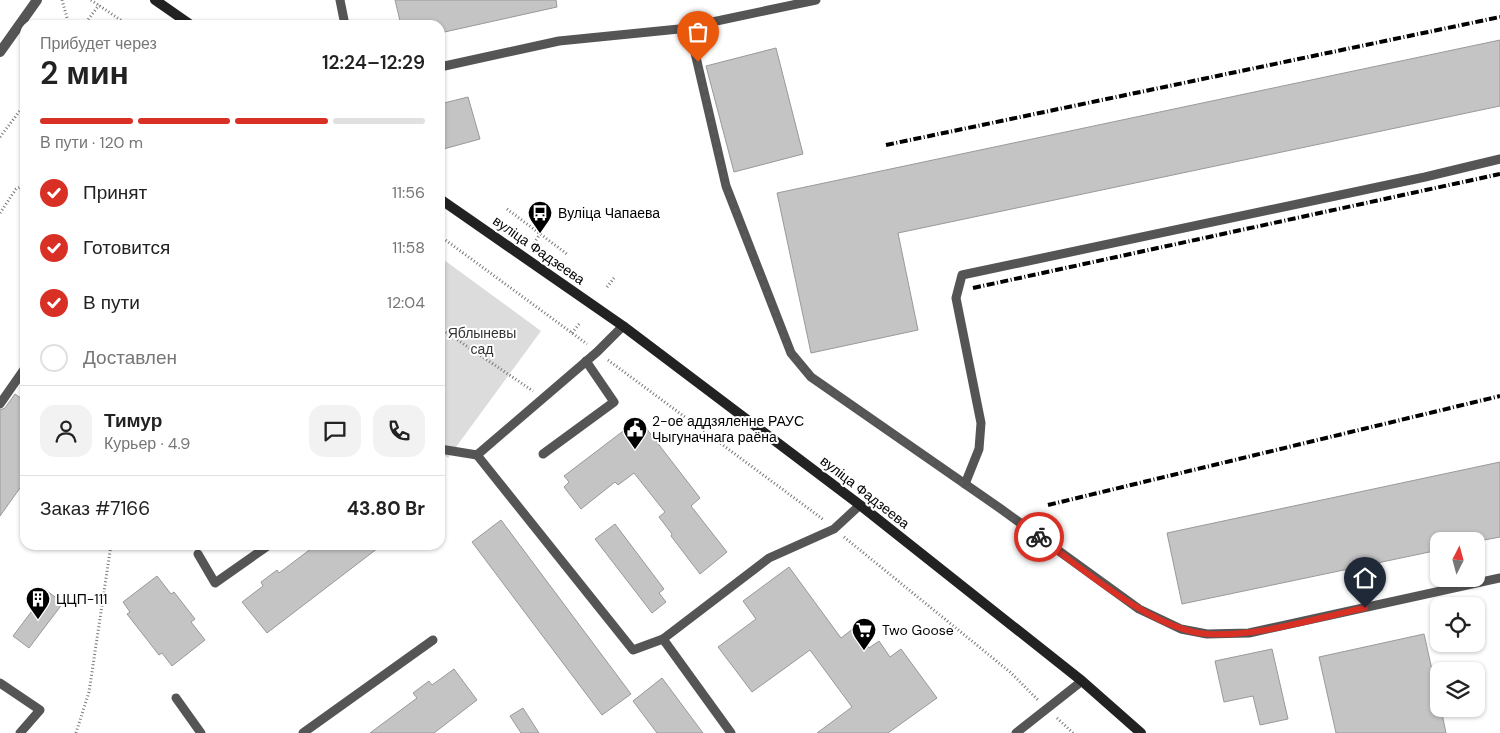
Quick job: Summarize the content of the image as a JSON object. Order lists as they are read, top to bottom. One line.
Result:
{"streets":{"street":["вуліца Фадзеева"]},"parks":["Яблыневы сад"],"places":{"bus stop":["Вуліца Чапаева"],"public building":["2-ое аддзяленне РАУС Чыгуначнага раёна"],"building":["ЦЦП-111"],"supermarket":["Two Goose"]},"north":"top","page":{"heading":["2 мин","Прибудет через","12:24–12:29"],"panel":["Тимур","Курьер · 4.9","Заказ #7166","43.80 Br"],"bar":"В пути · 120 m","list":[["Принят","11:56"],["Готовится","11:58"],["В пути","12:04"],"Доставлен"]}}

:::::

ACTIVITY.
Repeat the data above word for word, without pictures.

TASK SOLUTION.
Quick job: Summarize the content of the image as a JSON object. Order lists as they are read, top to bottom. One line.
Result:
{"streets":{"street":["вуліца Фадзеева"]},"parks":["Яблыневы сад"],"places":{"bus stop":["Вуліца Чапаева"],"public building":["2-ое аддзяленне РАУС Чыгуначнага раёна"],"building":["ЦЦП-111"],"supermarket":["Two Goose"]},"north":"top","page":{"heading":["2 мин","Прибудет через","12:24–12:29"],"panel":["Тимур","Курьер · 4.9","Заказ #7166","43.80 Br"],"bar":"В пути · 120 m","list":[["Принят","11:56"],["Готовится","11:58"],["В пути","12:04"],"Доставлен"]}}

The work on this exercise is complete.